Source data below:

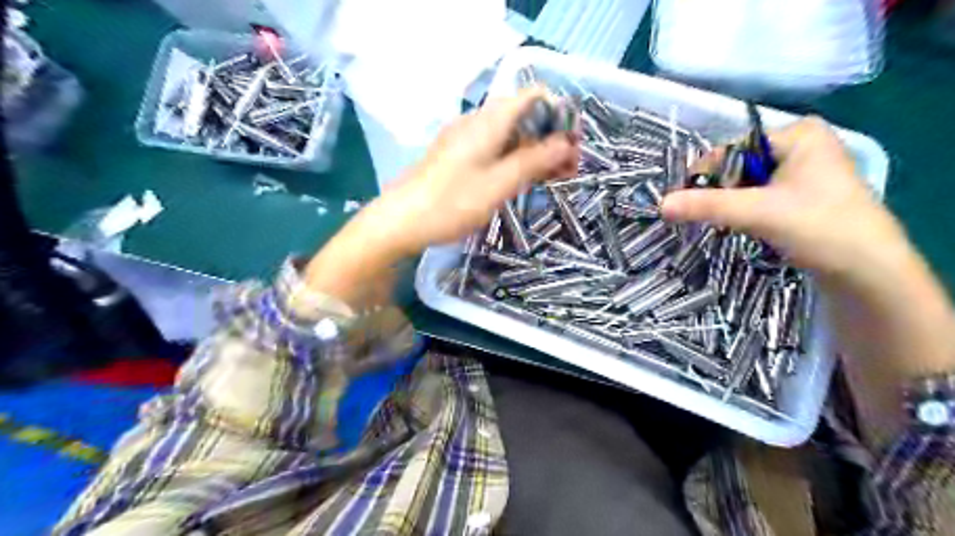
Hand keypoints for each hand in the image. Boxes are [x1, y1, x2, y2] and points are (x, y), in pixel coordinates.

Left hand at [301, 87, 577, 309]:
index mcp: (489, 120)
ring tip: (553, 180)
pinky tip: (523, 181)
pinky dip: (514, 160)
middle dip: (551, 138)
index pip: (534, 97)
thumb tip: (567, 142)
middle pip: (524, 116)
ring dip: (535, 152)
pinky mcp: (458, 157)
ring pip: (510, 135)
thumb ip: (534, 161)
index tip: (573, 146)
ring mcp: (465, 139)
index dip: (559, 115)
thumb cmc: (451, 203)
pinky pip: (495, 149)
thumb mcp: (499, 184)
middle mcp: (478, 122)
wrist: (399, 222)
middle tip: (569, 171)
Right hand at [663, 118, 953, 448]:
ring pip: (732, 190)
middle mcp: (796, 158)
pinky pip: (739, 209)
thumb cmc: (835, 241)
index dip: (699, 164)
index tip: (669, 193)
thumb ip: (711, 205)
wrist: (874, 291)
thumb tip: (658, 204)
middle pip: (730, 166)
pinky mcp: (783, 217)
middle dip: (698, 187)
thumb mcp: (767, 215)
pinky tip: (700, 234)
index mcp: (803, 140)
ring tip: (673, 224)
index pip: (734, 142)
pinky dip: (718, 219)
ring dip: (705, 207)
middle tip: (664, 211)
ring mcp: (789, 189)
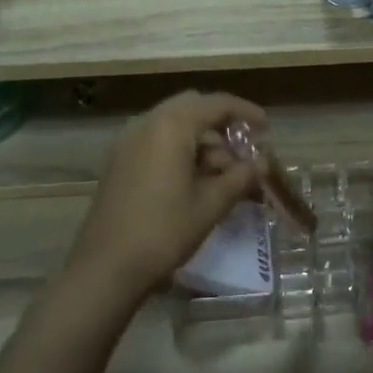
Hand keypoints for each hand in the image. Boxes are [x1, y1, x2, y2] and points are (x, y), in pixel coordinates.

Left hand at [65, 91, 267, 306]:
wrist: (106, 268)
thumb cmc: (164, 231)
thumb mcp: (210, 204)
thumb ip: (240, 177)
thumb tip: (262, 163)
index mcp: (171, 126)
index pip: (216, 104)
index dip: (246, 112)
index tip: (266, 128)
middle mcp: (146, 123)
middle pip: (192, 108)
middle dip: (221, 123)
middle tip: (244, 147)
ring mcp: (127, 142)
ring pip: (173, 125)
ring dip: (201, 139)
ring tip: (224, 173)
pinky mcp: (118, 161)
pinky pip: (156, 140)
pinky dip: (179, 149)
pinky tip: (194, 179)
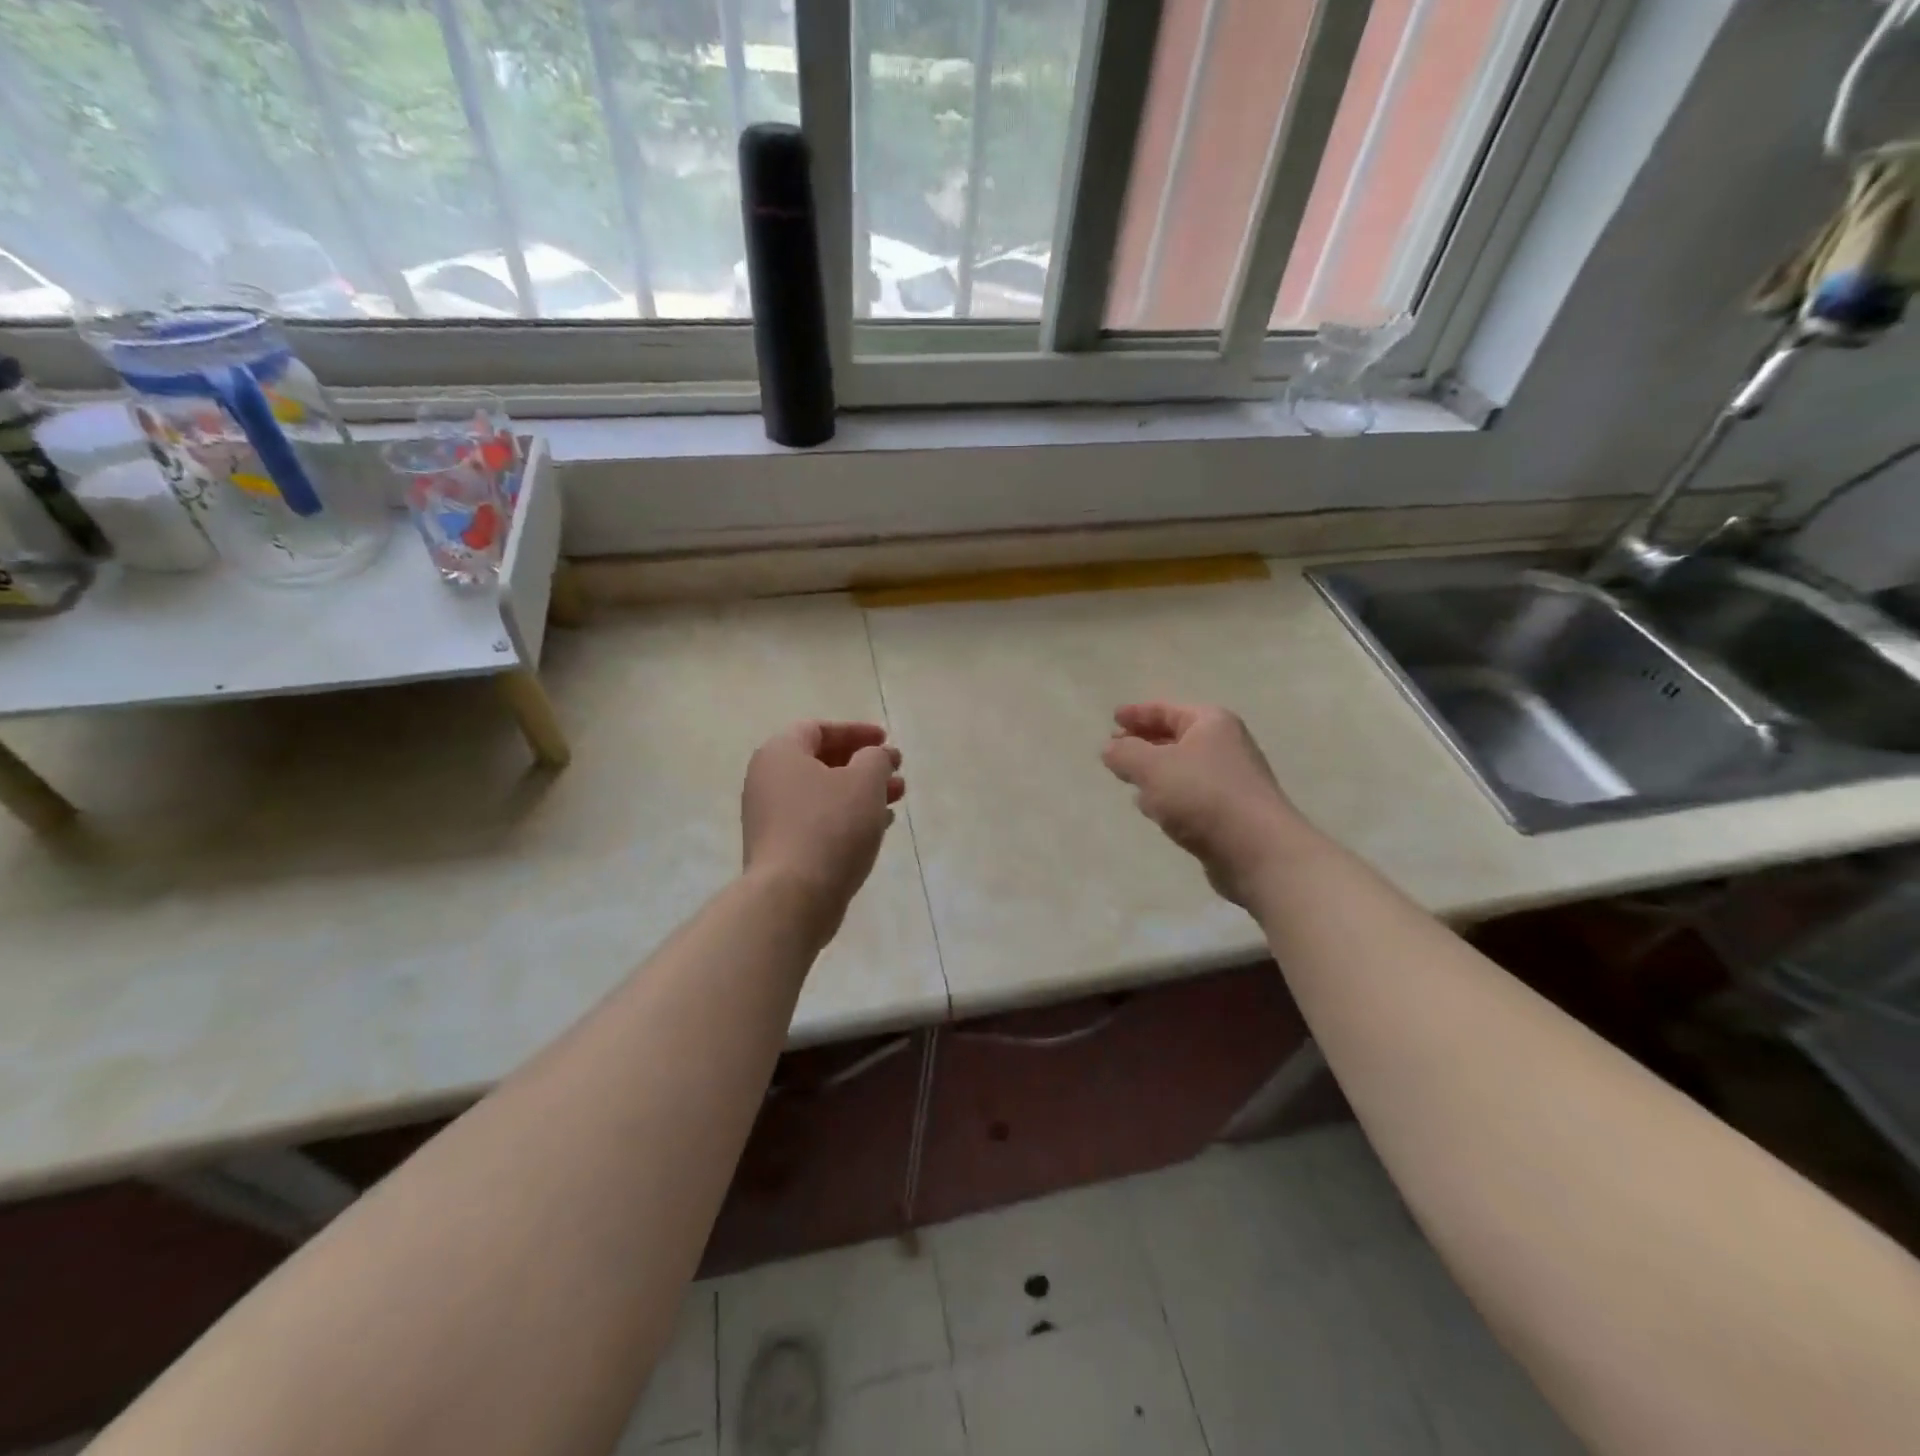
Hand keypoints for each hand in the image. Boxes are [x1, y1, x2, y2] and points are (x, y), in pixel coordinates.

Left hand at [742, 721, 904, 940]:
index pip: (818, 729)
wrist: (792, 898)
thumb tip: (876, 756)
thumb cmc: (829, 827)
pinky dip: (847, 817)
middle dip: (864, 764)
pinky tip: (879, 827)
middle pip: (821, 761)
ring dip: (861, 792)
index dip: (856, 731)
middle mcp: (768, 781)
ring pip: (823, 794)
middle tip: (896, 772)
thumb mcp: (864, 782)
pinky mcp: (781, 849)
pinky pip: (818, 821)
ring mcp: (771, 818)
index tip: (887, 740)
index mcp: (780, 754)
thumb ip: (876, 758)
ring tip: (897, 799)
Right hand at [1101, 702, 1310, 906]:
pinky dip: (1170, 798)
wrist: (1257, 851)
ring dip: (1155, 773)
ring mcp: (1230, 781)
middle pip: (1175, 738)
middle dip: (1144, 743)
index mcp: (1211, 723)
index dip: (1137, 713)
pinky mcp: (1229, 813)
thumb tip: (1111, 748)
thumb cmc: (1202, 796)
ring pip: (1181, 769)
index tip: (1112, 719)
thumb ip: (1125, 753)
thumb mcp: (1152, 767)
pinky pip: (1190, 796)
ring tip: (1129, 781)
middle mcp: (1225, 746)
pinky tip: (1154, 811)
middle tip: (1115, 751)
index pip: (1166, 710)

End of Source data.

# Exercise
How many lines in these records hold the string "hand"? Reply with the number alone.

# Solution
8